Two Guys and a Toolkit - Week 4: Grouping

New to Shotgun or Toolkit? Check out Our Story, learn about Our Product, or get a Quick Toolkit Overview. If you have specific questions, please visit our Support Page!


Welcome back for part four of our series dedicated to building a simple pipeline using Toolkit.

Last week, we talked a lot about publishing and how various types of data flow down the pipe in our simple pipeline. This laid the foundation for future discussions about new features that do not come out of the box with Toolkit. We will revisit the topic of publishing in future posts when we will talk about larger potential features. We also plan to devote some time to discussing the more theoretical and philosophical aspects of publishing and digital asset management. As we move into that realm it will be important for us to have an open dialog with all of you. These topics will be less about how Josh and I did something and more about what could be done, and what approaches to asset management and publishing work best in what situations. It would be great if everyone could start thinking about this now, and if you have some thoughts on how we should approach this or what points we should be sure to hit, please let us know!

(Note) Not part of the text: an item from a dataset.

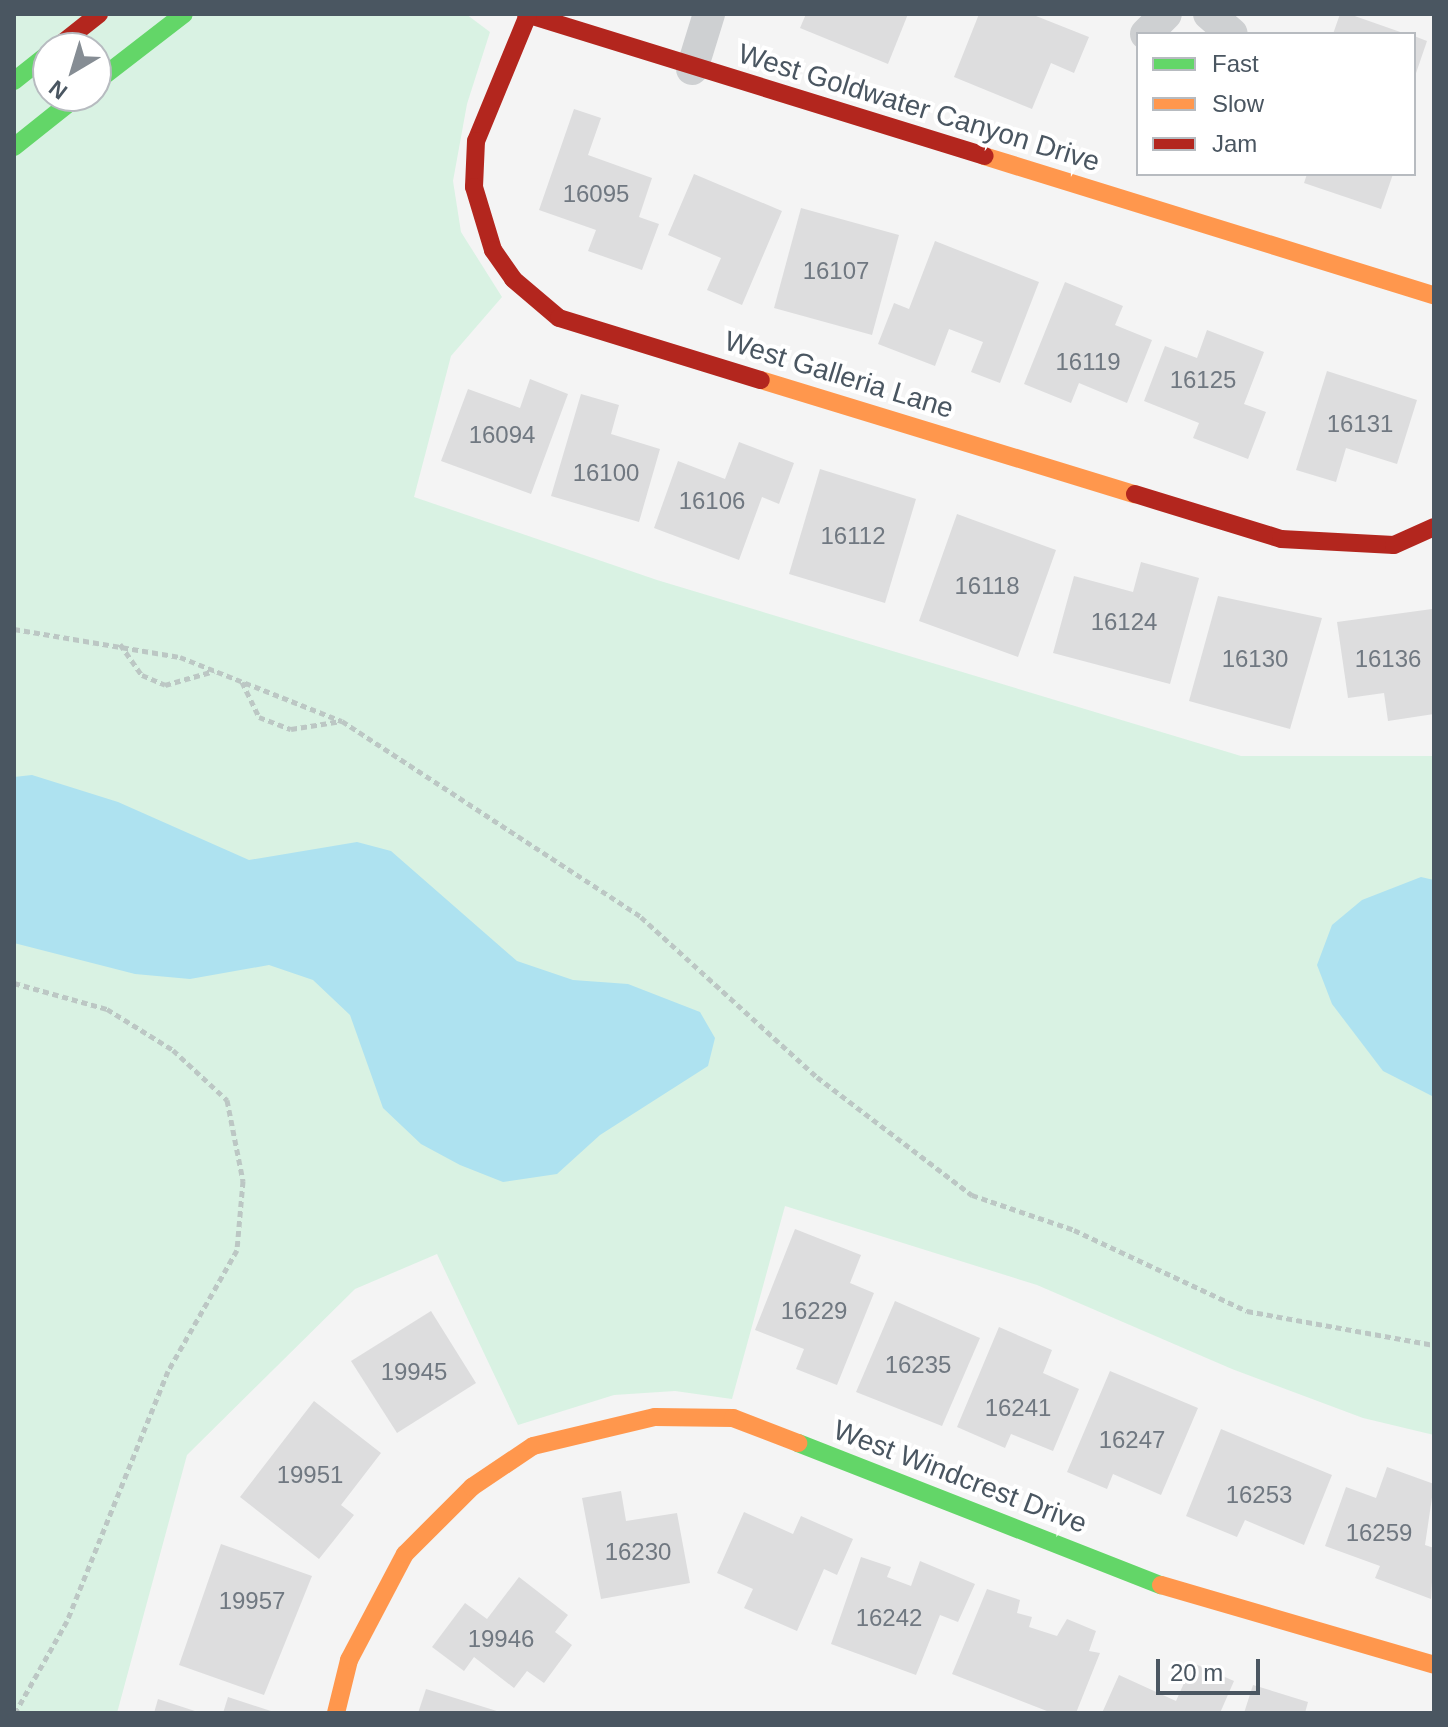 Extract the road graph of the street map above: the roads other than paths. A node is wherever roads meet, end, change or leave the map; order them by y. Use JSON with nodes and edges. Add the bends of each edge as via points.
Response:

This week, I’ve been working on a grouping mechanism for published files and have a working proof of concept implementation that I will share. We’ll discuss the bits and pieces, but also the potential uses for such a feature.

Below are a few of the pages that we found useful for this week’s post:

All About Fields
Query Fields
Publishing and Sharing your Work
Load Published Files
App and Engine Config Reference: Hooks

Grouping Published Files

A simple explanation of what a group of published files is would be to say that they are a collection of multiple PublishedFile entities represented by a single item in Shotgun. From a user’s perspective, using the loader app to reference or import this group would result in ALL of the group’s contents being referenced or imported.

The grouping of published files is not a concept that is native to Shotgun, but it is something that can be added. It requires a number of small changes, and a truly-flexible implementation would take a good bit of thought and additional development beyond what I’ve put into the proof of concept that we will be discussing.

Why Group Publishes?

We should talk about why we would want to do this. What are the advantages of being able to group published files together?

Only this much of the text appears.